Je connaissais les disques de la panthère noire du temps où j'habitais rue du Château à Boulogne-Billancourt, mais je ne m'attendais pas à trouver tant d'invention chez Sly. L'un et l'autre ont défriché le terrain à toute une ribambelle de musiciens noirs et fiers de l'être. Sly influence Marvin Gaye, Stevie Wonder, Prince et toute la new soul. Dans certains cas, cela frise même le vol... Lorsque j'étais ado, le rhythm 'n blues était beaucoup trop classique à mon goût, trop religieux. Je guettais la révolte là où mes potes cherchaient à emballer les filles sur fond d'Otis ou d'Aretha.

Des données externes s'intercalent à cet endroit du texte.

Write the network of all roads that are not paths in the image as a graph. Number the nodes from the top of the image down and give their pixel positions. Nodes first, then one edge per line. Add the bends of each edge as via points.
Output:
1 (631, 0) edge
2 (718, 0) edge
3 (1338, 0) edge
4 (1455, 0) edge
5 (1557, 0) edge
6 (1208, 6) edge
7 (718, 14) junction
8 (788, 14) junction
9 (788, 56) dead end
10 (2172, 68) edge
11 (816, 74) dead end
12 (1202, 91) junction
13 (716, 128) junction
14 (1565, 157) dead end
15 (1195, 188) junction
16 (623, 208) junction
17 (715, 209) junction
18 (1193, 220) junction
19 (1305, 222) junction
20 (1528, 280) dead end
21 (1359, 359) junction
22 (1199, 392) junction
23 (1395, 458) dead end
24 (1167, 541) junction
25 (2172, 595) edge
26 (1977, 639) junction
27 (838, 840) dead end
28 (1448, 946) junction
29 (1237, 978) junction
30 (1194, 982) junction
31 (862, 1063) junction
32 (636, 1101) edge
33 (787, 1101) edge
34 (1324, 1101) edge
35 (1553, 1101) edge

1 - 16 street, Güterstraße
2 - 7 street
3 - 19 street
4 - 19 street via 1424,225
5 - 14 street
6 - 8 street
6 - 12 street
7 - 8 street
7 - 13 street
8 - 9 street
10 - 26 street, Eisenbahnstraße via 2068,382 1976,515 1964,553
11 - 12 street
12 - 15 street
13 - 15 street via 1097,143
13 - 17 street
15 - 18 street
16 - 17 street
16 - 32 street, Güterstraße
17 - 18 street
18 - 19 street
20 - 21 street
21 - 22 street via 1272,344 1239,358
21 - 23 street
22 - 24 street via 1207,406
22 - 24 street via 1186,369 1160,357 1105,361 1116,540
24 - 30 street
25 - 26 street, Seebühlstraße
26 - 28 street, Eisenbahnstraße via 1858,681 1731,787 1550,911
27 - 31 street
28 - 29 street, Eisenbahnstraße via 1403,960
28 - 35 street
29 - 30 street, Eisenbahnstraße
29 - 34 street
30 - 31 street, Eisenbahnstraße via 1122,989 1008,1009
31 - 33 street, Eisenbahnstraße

J'étais passé à côté de Sly and the Family Stone, m'étant cantonné aux tubes Don't call me Nigger, Whitey et I want to take you higher... Je découvre émerveillé deux disques réédités, les psychédéliques Stand! et There's a riot goin' on. Swing d'enfer, recherche de timbres inouïs, mélange de pop West Coast et de funk acide, papier de verre velouté, festival vocal, kaléidoscope multiracial. À la même époque, Love mêlait la voix d'Arthur Lee aux trompettes mexicaines et aux cordes symphoniques. Ike et Tina dépotaient salement. Les guitares électriques étaient sorties du bois, déchirant définitivement les usages.
Bombe sexy indépendante, Betty Davis provoque à mort. Cela n'a pas dû plaire aux machos de service, à commencer par son brutal, mais néanmoins génial, mari prénommé Miles. C'est elle qui lui fait connaître Hendrix. Suivra bientôt Bitches Brew. L'électricité ! Leur liaison n'aura qu'un temps. Betty Davis écrit elle-même ses textes et sa musique, elle compose ses arrangements. On ne sait rien de ce qu'elle est devenue ensuite. Écœurée par le business, elle a rangé son cri pour toujours et refuse de répondre aux interviews. Là encore le petit Prince a laissé traîner ses oreilles (af)futées.
Livrets très épais pour les deux Bette Davis de 1973-74 (lightintheattic.net). Bonus en prime aussi avec les deux Sly de 1969-71 (Epic).
Des disques pour l'été qui semble enfin décidé à se montrer. Il faut l'accompagner !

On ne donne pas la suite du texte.